The accepted rule of construction is that where land is described by lot number only, if bounded by a river ‘which is a shifting line and may gradually and imperceptibly change, [it] is just as fixed a boundary in the eye of the law as a permanent object, such as a street or wall.’ Jefferis v. East Omaha Land Company, 134 U.S. 178 [10 S.Ct. 518, 33 L.Ed. 872] (1890). The eases also recognize that boundary references to natural monuments or objects will control over references to courses and distances. These rules are founded on the ‘presumed intentions of the parties.’ Security Land & Exploration v. Burns, 193 U.S. 167 [24 S.Ct. 425, 48 L.Ed. 662] (1904).

593 F.2d at 986.

This court concluded the controversy by holding that the description in the patent was binding and that the accreted land was not that of the grantee. It cited Walton v. United States, 415 F.2d 121 (10th Cir. 1969); Snake River Ranch v. United States, 542 F.2d 555 (10th Cir. 1976) and quoted from the latter case: “In a public grant nothing passes by implication and, unless the grant is clear and explicit regarding the property conveyed, a construction will be adopted which favors the sovereign rather than the grantee.” 593 F.2d at 988.

Thus the court in Smith took a position contrary to that which was taken by the majority in the case at bar. The rationale for the Smith court’s decision was that inasmuch as most of the accretion occurred prior to the date of the conveyance, it was unreasonable to assume that a purchaser could have thought he was receiving 184 plus acres when the government bid form listed only 37.08 acres. It said:

We ought not hold a conveyance described as 37.08 acres and priced on that basis conveyed nearly four times that amount of additional land, unless there is a compelling reason. Since most of the accretion occurred prior to the date of the conveyance, it does not seem reasonable to assume the purchaser could have thought he was receiving 184 plus acres when the government bid form listed only 37.08 acres. This does not appear to be a situation where having the waterfront was important in the bidding and purchase. We are concerned that frequent title disputes could arise if relatively small accretions are held not to pass to one in Stephenson’s position.

593 F.2d at 988.

We cite the Smith case because it is entirely parallel to this case from the standpoint of being a grant of public lands and the effect of a specific description. There are several cases which are cited in Smith which support this same proposition. See Security Land & Exploration Co. v. Burns, 193 U.S. *717167, 188, 24 S.Ct. 425, 431, 48 L.Ed. 662 (1904); Gleason v. White, 199 U.S. 54 at 61-62, 25 S.Ct. 782 at 783-84, 50 L.Ed. 87 (1905).

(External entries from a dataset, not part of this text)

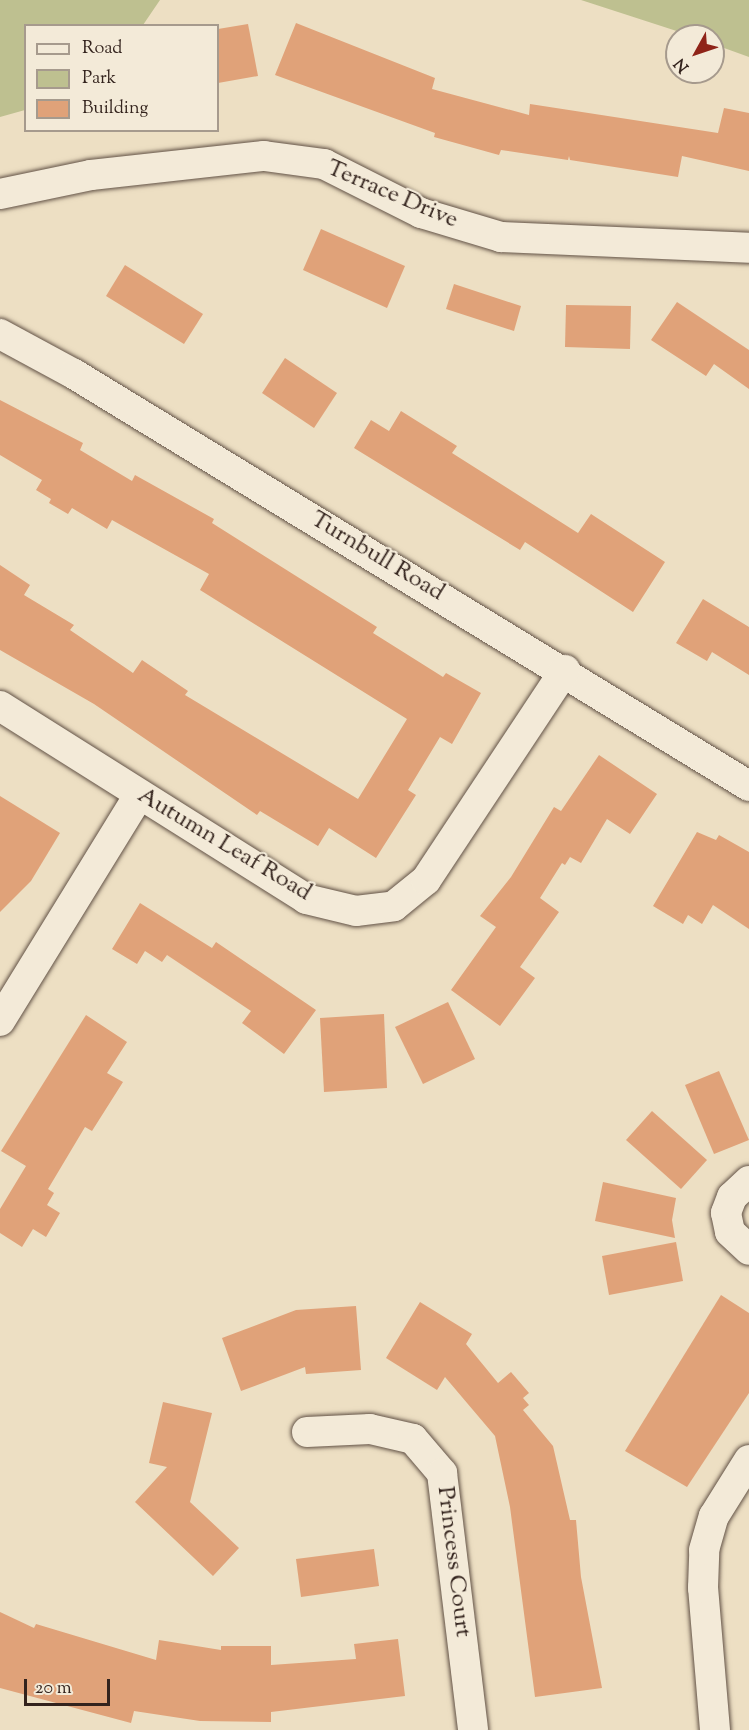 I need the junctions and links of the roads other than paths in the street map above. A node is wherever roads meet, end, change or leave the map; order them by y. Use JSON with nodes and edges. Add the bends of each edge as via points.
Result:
{"nodes":[{"id":1,"x":0,"y":194,"type":"edge"},
{"id":2,"x":749,"y":248,"type":"edge"},
{"id":3,"x":0,"y":334,"type":"edge"},
{"id":4,"x":565,"y":670,"type":"junction"},
{"id":5,"x":0,"y":706,"type":"edge"},
{"id":6,"x":749,"y":786,"type":"edge"},
{"id":7,"x":139,"y":795,"type":"junction"},
{"id":8,"x":0,"y":1021,"type":"edge"},
{"id":9,"x":749,"y":1181,"type":"edge"},
{"id":10,"x":749,"y":1250,"type":"edge"},
{"id":11,"x":307,"y":1432,"type":"dead end"},
{"id":12,"x":749,"y":1460,"type":"edge"},
{"id":13,"x":473,"y":1730,"type":"edge"},
{"id":14,"x":715,"y":1730,"type":"edge"}],
"edges":[{"from":1,"to":2,"type":"street","name":"Terrace Drive","via":[[91,175],[264,156],[324,164],[421,213],[501,237]]},
{"from":3,"to":4,"type":"street","name":"Turnbull Road","via":[[74,374]]},
{"from":4,"to":6,"type":"street","name":"Turnbull Road"},
{"from":4,"to":7,"type":"street","name":"Autumn Leaf Road","via":[[426,880],[394,906],[356,911],[306,899]]},
{"from":5,"to":7,"type":"street","name":"Autumn Leaf Road"},
{"from":7,"to":8,"type":"street"},
{"from":9,"to":10,"type":"street","via":[[732,1197],[726,1213],[730,1232]]},
{"from":11,"to":13,"type":"street","name":"Princess Court","via":[[370,1429],[413,1439],[442,1473]]},
{"from":12,"to":14,"type":"street","via":[[714,1516],[704,1550],[703,1588]]}]}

One reason that the court in Smith did not allow the accreted area to be part of the grant was because in view of the proof, it would have amounted to unjust enrichment. Surely that same situation is present in the case at bar.

In conclusion the Justice Department has presented in this court a very different case from that which was presented to the trial court. But merely because there was a failure to present proof and to make arguments in the trial court such as the Justice Department has made here should not constitute a waiver of the government’s rights, particularly in the area of jurisdiction. The case is an extraordinary one in that the government’s presentation of the issue of jurisdiction and indeed the substantial merits was not presented at the trial level. To dispose of the case on the present record would constitute a grave injustice. It is for that reason that I would remand the case for further proceedings.